◆ Your objective ◆
Give back the full listing exactly as written.

Records provided Block Start

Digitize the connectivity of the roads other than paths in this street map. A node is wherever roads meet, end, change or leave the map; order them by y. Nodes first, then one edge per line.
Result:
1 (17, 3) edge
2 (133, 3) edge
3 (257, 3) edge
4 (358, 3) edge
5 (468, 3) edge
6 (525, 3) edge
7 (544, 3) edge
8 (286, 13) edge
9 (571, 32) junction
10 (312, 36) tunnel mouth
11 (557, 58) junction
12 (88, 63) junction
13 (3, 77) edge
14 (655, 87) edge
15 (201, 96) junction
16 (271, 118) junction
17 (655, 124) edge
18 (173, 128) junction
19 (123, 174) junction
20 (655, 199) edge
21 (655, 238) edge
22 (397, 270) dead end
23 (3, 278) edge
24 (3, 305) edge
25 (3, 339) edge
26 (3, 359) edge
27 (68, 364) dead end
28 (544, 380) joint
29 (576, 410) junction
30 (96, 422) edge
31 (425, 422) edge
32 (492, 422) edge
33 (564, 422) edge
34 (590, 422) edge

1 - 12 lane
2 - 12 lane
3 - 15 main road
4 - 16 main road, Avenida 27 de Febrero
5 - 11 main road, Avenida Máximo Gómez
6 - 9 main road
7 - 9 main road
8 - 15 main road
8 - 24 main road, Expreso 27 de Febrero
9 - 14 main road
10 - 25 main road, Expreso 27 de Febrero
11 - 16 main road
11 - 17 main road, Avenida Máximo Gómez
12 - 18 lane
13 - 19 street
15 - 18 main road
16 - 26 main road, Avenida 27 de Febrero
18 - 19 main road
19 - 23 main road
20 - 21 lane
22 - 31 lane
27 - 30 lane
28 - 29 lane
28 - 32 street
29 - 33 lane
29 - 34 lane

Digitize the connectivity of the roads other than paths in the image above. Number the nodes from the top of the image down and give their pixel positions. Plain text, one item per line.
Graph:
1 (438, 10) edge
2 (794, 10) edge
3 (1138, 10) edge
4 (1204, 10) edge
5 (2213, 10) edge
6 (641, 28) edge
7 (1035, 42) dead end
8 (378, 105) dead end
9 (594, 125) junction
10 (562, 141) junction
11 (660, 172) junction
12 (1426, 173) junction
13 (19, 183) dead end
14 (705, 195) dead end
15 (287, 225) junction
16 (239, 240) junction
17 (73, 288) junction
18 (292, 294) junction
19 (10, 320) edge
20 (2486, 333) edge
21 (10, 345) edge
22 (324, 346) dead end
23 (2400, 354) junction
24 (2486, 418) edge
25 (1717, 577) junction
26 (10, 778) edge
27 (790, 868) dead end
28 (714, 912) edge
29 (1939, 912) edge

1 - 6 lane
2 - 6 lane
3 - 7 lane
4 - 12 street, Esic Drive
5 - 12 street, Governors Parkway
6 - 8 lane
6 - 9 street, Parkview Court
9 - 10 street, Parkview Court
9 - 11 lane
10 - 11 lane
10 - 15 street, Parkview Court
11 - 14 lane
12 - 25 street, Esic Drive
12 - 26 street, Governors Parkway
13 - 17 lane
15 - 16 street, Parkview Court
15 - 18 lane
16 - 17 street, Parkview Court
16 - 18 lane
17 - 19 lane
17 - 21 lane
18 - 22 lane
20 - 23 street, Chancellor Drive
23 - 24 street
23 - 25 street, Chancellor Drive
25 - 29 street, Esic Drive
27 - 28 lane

Records provided Block End

◆ Answer to the problem ◆
Digitize the connectivity of the roads other than paths in this street map. A node is wherever roads meet, end, change or leave the map; order them by y. Nodes first, then one edge per line.
Result:
1 (17, 3) edge
2 (133, 3) edge
3 (257, 3) edge
4 (358, 3) edge
5 (468, 3) edge
6 (525, 3) edge
7 (544, 3) edge
8 (286, 13) edge
9 (571, 32) junction
10 (312, 36) tunnel mouth
11 (557, 58) junction
12 (88, 63) junction
13 (3, 77) edge
14 (655, 87) edge
15 (201, 96) junction
16 (271, 118) junction
17 (655, 124) edge
18 (173, 128) junction
19 (123, 174) junction
20 (655, 199) edge
21 (655, 238) edge
22 (397, 270) dead end
23 (3, 278) edge
24 (3, 305) edge
25 (3, 339) edge
26 (3, 359) edge
27 (68, 364) dead end
28 (544, 380) joint
29 (576, 410) junction
30 (96, 422) edge
31 (425, 422) edge
32 (492, 422) edge
33 (564, 422) edge
34 (590, 422) edge

1 - 12 lane
2 - 12 lane
3 - 15 main road
4 - 16 main road, Avenida 27 de Febrero
5 - 11 main road, Avenida Máximo Gómez
6 - 9 main road
7 - 9 main road
8 - 15 main road
8 - 24 main road, Expreso 27 de Febrero
9 - 14 main road
10 - 25 main road, Expreso 27 de Febrero
11 - 16 main road
11 - 17 main road, Avenida Máximo Gómez
12 - 18 lane
13 - 19 street
15 - 18 main road
16 - 26 main road, Avenida 27 de Febrero
18 - 19 main road
19 - 23 main road
20 - 21 lane
22 - 31 lane
27 - 30 lane
28 - 29 lane
28 - 32 street
29 - 33 lane
29 - 34 lane

Digitize the connectivity of the roads other than paths in the image above. Number the nodes from the top of the image down and give their pixel positions. Plain text, one item per line.
Graph:
1 (438, 10) edge
2 (794, 10) edge
3 (1138, 10) edge
4 (1204, 10) edge
5 (2213, 10) edge
6 (641, 28) edge
7 (1035, 42) dead end
8 (378, 105) dead end
9 (594, 125) junction
10 (562, 141) junction
11 (660, 172) junction
12 (1426, 173) junction
13 (19, 183) dead end
14 (705, 195) dead end
15 (287, 225) junction
16 (239, 240) junction
17 (73, 288) junction
18 (292, 294) junction
19 (10, 320) edge
20 (2486, 333) edge
21 (10, 345) edge
22 (324, 346) dead end
23 (2400, 354) junction
24 (2486, 418) edge
25 (1717, 577) junction
26 (10, 778) edge
27 (790, 868) dead end
28 (714, 912) edge
29 (1939, 912) edge

1 - 6 lane
2 - 6 lane
3 - 7 lane
4 - 12 street, Esic Drive
5 - 12 street, Governors Parkway
6 - 8 lane
6 - 9 street, Parkview Court
9 - 10 street, Parkview Court
9 - 11 lane
10 - 11 lane
10 - 15 street, Parkview Court
11 - 14 lane
12 - 25 street, Esic Drive
12 - 26 street, Governors Parkway
13 - 17 lane
15 - 16 street, Parkview Court
15 - 18 lane
16 - 17 street, Parkview Court
16 - 18 lane
17 - 19 lane
17 - 21 lane
18 - 22 lane
20 - 23 street, Chancellor Drive
23 - 24 street
23 - 25 street, Chancellor Drive
25 - 29 street, Esic Drive
27 - 28 lane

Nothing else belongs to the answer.